» **Problem details**: Only lines containing "down" are wanted from the data below. Copy those lines.

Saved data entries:
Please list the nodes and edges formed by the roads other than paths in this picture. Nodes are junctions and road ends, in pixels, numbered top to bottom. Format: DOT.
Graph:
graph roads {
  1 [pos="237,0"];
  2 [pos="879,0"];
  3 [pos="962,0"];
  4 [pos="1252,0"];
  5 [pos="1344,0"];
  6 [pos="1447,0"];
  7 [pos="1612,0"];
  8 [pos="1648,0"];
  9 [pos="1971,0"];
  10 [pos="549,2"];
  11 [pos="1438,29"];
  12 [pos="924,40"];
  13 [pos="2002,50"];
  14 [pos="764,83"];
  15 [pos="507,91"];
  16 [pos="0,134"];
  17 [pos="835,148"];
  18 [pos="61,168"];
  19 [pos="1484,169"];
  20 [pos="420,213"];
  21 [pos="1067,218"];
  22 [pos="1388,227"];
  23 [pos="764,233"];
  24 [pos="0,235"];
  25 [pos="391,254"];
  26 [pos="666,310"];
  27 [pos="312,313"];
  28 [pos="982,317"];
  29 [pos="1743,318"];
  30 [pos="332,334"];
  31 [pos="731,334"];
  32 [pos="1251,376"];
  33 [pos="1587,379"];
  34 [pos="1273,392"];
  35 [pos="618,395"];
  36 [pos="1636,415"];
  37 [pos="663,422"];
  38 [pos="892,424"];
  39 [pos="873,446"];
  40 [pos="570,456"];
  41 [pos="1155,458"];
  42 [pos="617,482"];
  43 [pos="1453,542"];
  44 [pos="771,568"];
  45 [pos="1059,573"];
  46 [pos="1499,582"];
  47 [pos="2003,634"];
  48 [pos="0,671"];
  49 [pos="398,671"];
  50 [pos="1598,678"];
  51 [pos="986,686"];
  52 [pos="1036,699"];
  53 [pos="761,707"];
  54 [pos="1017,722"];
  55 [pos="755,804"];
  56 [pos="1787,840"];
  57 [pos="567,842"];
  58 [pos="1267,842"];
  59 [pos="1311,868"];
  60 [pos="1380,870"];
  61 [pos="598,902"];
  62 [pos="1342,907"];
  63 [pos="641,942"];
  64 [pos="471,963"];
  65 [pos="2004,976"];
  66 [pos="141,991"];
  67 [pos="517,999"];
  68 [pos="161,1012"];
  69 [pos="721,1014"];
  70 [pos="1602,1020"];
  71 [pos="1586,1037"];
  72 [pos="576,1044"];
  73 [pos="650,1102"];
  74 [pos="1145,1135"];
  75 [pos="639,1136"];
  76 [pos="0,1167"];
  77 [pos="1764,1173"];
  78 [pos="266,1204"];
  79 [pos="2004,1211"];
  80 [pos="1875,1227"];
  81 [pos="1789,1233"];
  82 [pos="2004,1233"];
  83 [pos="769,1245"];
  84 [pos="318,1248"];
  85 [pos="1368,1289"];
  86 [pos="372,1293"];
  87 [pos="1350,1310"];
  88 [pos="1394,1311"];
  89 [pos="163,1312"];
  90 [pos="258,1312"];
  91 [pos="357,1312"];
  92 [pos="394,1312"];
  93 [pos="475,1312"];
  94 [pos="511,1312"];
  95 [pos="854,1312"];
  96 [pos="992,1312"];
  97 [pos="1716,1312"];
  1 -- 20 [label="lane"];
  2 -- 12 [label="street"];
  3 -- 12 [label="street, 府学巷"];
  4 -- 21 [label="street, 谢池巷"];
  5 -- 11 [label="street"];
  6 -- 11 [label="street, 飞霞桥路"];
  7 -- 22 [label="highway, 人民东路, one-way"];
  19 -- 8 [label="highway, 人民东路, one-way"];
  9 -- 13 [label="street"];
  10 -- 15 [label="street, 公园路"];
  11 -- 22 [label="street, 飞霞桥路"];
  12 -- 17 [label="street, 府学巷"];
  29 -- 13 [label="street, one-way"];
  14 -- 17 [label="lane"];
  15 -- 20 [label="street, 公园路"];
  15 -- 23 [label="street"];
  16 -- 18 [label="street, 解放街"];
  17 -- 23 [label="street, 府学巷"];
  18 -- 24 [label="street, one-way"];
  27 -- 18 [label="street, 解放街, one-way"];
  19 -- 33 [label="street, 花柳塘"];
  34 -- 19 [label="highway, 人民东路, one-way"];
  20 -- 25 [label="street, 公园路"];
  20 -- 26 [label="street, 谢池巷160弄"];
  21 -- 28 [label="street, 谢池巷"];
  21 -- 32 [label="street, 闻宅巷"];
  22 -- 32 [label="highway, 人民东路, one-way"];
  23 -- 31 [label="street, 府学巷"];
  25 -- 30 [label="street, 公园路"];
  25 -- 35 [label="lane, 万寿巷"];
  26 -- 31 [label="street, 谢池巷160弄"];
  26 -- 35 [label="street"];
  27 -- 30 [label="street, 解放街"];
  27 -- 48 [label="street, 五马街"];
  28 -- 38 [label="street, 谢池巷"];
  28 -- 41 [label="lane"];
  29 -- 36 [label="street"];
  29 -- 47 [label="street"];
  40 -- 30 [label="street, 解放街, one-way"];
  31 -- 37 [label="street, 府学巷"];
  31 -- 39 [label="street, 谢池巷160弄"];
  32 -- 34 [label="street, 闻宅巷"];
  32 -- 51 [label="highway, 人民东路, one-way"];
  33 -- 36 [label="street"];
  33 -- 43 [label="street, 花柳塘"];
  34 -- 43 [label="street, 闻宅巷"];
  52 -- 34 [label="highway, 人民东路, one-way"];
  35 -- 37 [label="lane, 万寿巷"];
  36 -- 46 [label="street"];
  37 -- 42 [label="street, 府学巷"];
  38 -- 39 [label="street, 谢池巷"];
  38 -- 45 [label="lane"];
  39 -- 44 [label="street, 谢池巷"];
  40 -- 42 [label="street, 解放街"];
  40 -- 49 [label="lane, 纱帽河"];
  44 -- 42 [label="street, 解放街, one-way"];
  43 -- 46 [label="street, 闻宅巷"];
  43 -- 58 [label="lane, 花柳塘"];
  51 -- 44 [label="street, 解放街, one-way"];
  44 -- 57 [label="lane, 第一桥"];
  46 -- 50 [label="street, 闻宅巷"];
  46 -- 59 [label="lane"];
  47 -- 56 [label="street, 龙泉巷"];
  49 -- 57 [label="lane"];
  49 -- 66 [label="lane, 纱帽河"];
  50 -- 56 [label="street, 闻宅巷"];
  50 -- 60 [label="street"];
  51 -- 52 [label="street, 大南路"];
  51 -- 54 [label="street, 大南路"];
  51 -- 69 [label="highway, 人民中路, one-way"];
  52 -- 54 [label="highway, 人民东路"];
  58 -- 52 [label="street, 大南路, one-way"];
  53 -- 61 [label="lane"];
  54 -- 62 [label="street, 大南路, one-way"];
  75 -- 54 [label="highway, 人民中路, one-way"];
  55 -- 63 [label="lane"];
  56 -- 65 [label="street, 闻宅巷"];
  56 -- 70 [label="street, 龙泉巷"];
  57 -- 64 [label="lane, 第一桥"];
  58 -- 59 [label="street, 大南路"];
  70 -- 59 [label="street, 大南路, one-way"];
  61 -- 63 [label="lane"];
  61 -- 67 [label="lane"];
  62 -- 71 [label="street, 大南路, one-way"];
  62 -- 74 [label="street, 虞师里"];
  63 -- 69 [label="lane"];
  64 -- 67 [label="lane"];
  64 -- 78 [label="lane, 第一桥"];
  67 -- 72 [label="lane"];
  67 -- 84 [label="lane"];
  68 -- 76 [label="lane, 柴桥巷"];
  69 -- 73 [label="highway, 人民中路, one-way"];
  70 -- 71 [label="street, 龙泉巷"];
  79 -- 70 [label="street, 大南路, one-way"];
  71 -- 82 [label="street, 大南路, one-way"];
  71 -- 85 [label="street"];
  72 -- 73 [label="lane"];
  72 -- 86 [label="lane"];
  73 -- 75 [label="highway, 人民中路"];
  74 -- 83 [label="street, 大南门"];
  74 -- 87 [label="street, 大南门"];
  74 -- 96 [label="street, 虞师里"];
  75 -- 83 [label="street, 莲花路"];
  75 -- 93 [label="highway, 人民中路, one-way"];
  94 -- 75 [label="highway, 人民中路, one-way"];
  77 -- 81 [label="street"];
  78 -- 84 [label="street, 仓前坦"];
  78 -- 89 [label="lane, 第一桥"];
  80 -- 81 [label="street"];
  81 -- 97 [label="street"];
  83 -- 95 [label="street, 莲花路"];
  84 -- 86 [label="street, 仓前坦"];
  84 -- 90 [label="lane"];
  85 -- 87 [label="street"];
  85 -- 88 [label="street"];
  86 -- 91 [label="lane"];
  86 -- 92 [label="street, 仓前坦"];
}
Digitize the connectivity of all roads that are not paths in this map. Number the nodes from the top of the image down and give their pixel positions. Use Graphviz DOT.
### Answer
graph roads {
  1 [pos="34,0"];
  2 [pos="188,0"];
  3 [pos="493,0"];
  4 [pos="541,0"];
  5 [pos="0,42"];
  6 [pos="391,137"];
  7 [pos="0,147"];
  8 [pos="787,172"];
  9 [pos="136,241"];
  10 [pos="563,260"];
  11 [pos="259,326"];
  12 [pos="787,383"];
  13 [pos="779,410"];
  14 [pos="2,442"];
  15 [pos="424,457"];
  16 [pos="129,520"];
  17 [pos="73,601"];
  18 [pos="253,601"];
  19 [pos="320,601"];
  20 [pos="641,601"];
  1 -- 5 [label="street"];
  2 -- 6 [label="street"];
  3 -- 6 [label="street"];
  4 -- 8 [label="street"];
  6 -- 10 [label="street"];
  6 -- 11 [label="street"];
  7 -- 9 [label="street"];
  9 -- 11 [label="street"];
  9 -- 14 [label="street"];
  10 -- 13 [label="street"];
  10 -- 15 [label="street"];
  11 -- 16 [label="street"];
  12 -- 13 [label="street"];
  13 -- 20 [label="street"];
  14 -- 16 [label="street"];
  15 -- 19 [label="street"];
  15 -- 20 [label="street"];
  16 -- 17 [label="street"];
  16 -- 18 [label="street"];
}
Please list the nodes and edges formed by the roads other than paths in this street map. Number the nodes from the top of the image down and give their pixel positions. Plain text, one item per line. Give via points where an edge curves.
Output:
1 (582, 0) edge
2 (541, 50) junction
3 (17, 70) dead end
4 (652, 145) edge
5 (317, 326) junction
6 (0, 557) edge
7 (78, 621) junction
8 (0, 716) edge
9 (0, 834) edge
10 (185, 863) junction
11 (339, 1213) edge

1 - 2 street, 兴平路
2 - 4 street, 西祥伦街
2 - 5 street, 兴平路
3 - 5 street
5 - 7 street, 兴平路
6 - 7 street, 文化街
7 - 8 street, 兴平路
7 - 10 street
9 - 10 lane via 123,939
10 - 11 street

» **Reply**:
Digitize the connectivity of all roads that are not paths in this map. Number the nodes from the top of the image down and give their pixel positions. Use Graphviz DOT.
Please list the nodes and edges formed by the roads other than paths in this street map. Number the nodes from the top of the image down and give their pixel positions. Plain text, one item per line. Give via points where an edge curves.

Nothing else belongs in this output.